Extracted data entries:
-- Opening Marker --
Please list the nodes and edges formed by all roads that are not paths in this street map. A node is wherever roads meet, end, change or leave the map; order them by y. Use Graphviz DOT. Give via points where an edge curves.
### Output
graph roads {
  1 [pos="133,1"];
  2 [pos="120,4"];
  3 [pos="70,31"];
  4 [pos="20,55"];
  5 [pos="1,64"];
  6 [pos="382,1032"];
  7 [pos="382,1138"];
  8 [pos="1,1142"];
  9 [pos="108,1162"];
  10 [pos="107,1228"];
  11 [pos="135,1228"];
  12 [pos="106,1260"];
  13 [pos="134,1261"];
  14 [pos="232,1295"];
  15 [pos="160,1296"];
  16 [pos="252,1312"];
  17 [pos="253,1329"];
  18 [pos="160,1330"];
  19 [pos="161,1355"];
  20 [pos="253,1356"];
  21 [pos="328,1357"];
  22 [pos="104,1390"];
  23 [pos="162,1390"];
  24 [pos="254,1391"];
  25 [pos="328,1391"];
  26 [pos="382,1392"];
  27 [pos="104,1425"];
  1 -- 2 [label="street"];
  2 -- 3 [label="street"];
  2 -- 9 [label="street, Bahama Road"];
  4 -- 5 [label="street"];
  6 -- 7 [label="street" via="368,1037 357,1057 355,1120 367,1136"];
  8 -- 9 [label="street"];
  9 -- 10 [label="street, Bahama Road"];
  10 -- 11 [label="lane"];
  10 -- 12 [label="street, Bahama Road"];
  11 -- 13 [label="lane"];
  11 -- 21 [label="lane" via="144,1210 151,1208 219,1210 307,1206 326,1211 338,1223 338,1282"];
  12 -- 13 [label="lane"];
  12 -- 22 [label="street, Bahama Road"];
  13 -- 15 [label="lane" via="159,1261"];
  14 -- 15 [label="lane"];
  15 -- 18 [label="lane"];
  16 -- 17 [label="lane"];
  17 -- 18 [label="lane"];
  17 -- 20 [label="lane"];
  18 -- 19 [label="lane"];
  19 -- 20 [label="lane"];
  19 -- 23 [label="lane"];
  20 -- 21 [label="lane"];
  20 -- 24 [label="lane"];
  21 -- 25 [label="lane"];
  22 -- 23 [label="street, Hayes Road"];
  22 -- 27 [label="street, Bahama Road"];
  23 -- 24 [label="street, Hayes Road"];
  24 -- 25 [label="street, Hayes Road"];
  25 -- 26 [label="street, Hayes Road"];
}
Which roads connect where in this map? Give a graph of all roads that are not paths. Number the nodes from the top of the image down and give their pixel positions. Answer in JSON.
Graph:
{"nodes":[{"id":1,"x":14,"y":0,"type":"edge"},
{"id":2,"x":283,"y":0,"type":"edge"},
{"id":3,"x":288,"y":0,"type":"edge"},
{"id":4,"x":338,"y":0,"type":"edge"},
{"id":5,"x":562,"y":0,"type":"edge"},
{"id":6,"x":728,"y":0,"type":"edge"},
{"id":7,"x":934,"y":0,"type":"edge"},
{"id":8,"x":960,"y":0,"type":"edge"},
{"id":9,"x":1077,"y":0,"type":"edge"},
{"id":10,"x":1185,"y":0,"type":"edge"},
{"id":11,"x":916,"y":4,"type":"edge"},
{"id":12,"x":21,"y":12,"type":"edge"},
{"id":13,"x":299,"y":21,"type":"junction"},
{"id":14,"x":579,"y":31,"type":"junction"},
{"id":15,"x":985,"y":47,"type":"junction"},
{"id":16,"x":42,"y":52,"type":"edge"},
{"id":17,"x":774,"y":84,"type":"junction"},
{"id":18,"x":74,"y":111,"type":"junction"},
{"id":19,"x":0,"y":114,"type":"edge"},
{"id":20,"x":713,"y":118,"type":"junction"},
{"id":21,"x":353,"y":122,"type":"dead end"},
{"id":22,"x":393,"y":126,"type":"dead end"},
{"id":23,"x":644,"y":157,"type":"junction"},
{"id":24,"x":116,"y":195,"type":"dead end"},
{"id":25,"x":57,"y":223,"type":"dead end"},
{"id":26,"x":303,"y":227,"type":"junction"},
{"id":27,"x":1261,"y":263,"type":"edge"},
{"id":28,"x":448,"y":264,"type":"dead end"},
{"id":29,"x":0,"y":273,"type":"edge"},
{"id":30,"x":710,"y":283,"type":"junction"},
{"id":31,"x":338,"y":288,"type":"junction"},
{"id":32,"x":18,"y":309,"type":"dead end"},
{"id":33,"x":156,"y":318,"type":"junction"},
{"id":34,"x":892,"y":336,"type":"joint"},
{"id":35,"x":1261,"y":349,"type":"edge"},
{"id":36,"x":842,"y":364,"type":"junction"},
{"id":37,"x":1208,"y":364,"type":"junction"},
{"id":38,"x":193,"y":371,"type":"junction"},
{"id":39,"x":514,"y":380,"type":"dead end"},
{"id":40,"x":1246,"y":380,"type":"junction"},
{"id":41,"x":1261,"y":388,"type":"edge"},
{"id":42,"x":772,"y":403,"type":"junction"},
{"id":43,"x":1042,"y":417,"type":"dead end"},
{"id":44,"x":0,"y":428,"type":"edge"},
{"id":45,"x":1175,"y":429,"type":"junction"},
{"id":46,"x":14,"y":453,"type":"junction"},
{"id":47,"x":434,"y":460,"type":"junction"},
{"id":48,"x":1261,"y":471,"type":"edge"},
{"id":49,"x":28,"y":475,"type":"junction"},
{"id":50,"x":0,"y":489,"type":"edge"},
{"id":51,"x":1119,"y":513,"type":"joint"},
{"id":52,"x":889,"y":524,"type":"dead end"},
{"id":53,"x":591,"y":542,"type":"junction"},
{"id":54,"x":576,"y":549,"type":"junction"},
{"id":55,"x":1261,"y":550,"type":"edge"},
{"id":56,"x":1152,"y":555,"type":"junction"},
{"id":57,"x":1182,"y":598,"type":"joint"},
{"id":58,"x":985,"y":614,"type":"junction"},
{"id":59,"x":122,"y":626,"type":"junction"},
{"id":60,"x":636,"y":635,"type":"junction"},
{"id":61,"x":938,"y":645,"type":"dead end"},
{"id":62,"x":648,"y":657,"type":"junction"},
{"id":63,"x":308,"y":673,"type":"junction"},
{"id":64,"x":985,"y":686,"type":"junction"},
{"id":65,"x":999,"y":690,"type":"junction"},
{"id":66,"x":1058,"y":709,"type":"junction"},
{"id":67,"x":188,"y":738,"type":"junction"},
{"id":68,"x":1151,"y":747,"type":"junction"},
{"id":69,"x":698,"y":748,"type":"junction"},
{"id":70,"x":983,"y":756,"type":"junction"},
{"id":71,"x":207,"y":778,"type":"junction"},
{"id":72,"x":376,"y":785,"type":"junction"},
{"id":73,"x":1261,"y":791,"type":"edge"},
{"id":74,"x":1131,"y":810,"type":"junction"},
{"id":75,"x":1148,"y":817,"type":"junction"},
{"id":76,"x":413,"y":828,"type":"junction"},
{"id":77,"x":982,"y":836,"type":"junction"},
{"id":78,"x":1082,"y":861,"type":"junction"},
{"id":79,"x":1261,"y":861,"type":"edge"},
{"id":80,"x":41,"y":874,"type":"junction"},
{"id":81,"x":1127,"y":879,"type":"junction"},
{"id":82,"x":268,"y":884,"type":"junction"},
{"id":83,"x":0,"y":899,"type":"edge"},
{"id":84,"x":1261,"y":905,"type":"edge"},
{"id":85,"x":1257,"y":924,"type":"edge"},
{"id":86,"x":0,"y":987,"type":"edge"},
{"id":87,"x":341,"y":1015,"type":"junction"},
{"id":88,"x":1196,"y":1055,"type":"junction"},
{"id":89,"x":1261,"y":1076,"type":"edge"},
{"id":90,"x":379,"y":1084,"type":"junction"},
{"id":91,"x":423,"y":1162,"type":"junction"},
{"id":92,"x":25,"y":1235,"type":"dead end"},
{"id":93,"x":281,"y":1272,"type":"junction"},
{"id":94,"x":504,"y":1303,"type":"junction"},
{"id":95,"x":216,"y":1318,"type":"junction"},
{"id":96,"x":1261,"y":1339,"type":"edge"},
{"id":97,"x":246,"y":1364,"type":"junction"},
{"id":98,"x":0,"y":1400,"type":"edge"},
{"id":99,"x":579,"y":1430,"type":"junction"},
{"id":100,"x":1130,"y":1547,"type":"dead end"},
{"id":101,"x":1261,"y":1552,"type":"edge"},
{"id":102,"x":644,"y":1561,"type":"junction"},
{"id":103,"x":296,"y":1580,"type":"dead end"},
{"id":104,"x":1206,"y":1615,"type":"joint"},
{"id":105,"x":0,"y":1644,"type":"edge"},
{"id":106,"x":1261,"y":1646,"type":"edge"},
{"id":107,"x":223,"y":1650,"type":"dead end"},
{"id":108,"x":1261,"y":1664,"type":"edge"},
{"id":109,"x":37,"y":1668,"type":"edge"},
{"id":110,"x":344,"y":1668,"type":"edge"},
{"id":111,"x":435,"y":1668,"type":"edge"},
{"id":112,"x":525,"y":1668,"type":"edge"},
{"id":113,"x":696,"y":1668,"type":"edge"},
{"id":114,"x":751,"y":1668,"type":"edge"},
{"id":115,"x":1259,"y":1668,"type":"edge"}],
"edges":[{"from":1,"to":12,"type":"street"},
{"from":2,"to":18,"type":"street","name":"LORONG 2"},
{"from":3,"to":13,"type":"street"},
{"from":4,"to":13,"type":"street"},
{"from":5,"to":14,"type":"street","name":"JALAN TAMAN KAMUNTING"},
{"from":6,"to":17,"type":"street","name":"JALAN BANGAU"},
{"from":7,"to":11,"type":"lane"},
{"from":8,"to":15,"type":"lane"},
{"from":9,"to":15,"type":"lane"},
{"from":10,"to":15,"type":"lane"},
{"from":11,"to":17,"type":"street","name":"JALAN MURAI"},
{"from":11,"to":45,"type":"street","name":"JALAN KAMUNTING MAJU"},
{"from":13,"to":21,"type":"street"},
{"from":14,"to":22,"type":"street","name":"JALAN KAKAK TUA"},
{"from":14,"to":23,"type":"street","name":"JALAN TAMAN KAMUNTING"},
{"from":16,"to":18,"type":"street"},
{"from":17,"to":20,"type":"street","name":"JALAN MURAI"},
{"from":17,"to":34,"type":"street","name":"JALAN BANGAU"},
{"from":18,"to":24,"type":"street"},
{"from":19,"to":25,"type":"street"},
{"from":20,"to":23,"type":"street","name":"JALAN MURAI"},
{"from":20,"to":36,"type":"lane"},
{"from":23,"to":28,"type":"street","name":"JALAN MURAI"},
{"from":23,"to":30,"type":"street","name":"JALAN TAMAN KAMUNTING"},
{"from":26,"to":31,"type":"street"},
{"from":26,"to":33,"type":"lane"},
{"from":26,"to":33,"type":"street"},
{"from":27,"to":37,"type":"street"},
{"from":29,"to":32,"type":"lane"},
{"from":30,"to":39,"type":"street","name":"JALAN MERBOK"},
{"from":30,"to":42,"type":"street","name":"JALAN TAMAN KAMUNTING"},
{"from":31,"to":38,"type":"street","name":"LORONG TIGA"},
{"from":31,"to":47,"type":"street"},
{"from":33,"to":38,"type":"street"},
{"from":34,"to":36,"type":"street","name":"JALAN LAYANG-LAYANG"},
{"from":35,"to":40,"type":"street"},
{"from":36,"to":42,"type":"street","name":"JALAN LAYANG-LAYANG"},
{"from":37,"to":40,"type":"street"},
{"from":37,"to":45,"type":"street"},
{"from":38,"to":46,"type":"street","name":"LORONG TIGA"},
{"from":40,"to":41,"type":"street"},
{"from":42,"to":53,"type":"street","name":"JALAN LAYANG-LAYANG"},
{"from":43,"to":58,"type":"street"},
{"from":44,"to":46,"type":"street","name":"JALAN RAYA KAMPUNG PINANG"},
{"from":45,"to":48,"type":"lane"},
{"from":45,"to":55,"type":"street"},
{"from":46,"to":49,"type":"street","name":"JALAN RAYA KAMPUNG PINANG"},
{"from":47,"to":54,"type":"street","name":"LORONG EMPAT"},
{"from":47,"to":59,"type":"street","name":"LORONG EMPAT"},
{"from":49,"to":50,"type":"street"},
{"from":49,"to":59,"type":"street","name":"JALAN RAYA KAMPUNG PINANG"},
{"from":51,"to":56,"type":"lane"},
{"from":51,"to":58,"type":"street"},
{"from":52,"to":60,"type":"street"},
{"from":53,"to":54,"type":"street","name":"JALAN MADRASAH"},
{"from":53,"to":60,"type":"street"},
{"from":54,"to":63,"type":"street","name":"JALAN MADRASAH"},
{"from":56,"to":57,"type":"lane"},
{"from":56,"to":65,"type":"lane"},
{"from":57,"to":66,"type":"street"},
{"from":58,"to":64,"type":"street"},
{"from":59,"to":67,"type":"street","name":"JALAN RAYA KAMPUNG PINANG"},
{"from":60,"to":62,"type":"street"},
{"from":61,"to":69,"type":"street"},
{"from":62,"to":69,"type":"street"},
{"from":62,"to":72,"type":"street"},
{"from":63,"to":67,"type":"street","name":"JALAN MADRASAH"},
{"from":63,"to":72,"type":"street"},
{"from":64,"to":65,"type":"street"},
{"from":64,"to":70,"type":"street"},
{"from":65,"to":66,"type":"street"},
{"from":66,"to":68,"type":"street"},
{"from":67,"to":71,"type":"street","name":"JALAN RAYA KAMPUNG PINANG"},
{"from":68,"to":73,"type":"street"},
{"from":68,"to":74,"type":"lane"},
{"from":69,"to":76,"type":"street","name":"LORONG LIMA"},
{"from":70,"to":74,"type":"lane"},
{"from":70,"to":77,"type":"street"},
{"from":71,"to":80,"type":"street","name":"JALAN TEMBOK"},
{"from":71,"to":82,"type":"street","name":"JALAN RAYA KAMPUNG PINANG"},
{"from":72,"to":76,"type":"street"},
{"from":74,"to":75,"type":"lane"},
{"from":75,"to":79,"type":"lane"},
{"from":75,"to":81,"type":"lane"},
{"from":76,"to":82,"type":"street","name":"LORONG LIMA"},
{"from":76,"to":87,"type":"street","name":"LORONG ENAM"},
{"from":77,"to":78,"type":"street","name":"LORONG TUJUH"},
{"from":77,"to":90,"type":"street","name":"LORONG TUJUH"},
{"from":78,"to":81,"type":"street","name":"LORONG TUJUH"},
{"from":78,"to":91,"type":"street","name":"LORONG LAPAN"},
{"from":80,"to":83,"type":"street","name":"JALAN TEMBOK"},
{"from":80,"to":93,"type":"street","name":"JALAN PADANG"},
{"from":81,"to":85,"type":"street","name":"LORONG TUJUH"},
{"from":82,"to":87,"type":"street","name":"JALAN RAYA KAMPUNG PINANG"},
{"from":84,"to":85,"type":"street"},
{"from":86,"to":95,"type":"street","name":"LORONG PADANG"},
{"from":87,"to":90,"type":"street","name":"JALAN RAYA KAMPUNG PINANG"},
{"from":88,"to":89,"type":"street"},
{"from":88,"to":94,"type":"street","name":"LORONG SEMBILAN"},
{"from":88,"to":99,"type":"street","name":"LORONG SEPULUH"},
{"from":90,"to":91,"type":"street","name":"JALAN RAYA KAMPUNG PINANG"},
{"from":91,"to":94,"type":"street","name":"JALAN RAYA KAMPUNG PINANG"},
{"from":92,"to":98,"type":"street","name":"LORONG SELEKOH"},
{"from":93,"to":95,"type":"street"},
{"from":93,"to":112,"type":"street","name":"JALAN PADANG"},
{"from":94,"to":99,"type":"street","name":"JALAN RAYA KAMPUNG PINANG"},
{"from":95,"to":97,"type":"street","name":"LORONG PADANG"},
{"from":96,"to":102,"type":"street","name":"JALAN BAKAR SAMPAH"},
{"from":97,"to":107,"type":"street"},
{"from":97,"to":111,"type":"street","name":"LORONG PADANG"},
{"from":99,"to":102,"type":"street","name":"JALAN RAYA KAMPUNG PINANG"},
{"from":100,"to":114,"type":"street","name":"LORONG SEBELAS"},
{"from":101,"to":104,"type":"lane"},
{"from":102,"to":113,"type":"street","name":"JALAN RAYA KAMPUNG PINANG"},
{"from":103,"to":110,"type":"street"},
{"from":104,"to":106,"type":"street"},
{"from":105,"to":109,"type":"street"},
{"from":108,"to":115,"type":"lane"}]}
-- Closing Marker --
DIRECTIONS FOR THIS TASK: Tally the lines of the records that hold the word "TEMBOK" and output only the total.

REPLY: 2